All-inorganic cesium lead halide perovskite (CsPbX₃, X = Cl, Br, I) nanocrystals (NCs) have attracted considerable attention due to their tunable optical properties and high optical quantum yield. However, their stability in various environments, such as different solvents, high temperature and UV light, remains to be addressed to enable their exploitation in devices. Here, we report on the synthesis of all inorganic CsPbI₃ perovskite nanocrystals capped with didodecyldimethylammonium bromide (DDAB). Monodispersed DDAB-capped CsPbI₃ NCs have enhanced stability with respect to their morphological and optical properties compared to conventional oleic acid (OA)/oleylamine (OLA) capped nanocrystals. The DDAB-CsPbI₃ NCs retain an optical quantum yield >80% for at least 60 days.
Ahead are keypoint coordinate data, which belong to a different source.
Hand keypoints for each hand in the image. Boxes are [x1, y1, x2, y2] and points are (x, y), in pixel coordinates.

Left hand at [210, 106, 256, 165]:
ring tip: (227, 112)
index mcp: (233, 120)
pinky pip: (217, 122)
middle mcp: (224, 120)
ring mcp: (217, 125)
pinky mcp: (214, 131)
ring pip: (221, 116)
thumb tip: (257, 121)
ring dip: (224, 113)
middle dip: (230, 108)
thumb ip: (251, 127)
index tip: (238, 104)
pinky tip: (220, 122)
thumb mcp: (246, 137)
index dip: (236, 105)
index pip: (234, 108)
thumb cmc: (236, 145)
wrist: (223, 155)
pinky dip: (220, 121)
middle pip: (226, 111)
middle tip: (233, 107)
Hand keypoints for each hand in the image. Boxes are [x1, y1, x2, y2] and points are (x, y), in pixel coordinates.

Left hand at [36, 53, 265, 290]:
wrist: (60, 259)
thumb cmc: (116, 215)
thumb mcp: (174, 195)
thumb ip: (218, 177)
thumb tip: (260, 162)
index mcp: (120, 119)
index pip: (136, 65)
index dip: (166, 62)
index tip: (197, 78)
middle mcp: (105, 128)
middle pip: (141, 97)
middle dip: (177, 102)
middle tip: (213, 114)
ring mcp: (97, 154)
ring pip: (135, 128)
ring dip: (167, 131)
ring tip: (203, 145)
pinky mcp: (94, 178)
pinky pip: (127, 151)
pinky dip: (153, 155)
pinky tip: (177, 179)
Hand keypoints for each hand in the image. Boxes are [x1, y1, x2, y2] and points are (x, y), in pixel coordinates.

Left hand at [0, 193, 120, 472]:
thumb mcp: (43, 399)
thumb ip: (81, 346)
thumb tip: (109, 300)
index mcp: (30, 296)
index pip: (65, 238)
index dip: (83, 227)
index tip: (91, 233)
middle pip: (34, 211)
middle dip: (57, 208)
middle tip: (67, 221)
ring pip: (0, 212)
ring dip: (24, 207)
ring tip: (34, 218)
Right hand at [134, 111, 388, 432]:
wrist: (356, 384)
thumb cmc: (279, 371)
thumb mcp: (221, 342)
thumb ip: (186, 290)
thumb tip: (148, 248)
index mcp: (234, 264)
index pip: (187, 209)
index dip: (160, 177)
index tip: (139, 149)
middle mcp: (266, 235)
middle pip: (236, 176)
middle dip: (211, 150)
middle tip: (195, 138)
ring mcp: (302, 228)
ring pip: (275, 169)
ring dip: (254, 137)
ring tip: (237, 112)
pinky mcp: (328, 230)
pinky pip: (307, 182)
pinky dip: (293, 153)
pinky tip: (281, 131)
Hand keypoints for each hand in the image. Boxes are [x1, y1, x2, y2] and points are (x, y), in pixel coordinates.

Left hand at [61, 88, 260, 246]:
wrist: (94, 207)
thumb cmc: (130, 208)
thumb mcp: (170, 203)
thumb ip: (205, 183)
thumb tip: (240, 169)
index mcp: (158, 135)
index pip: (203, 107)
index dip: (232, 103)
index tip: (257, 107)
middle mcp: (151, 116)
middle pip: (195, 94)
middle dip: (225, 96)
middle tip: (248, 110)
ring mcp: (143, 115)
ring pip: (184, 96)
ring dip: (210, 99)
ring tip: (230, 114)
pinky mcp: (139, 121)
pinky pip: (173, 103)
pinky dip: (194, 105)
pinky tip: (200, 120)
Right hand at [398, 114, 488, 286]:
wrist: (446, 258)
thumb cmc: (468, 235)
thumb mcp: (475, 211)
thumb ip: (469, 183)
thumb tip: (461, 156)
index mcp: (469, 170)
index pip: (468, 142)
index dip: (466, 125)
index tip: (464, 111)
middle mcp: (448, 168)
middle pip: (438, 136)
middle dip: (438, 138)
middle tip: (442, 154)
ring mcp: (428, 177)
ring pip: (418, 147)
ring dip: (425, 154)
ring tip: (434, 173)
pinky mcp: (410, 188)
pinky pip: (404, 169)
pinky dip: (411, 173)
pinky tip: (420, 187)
The enhanced stability is explained by the binding of branched DDAB ligands to the NC surface, leading to the formation of a halogen-rich surface, as confirmed by X-ray photoelectron spectroscopy, with an iodine to lead atomic ratio of I : Pb = 4 : 1. These perovskites were used in light-emitting diodes (LEDs) and have a maximum external quantum efficiency (EQE) of 1.25% and a luminance of 468 cd m⁻², and demonstrated improved operational performance. The enhanced stability of DDAB-CsPbI₃ in the environments relevant for device processing and operation is relevant for their exploitation in optoelectronics.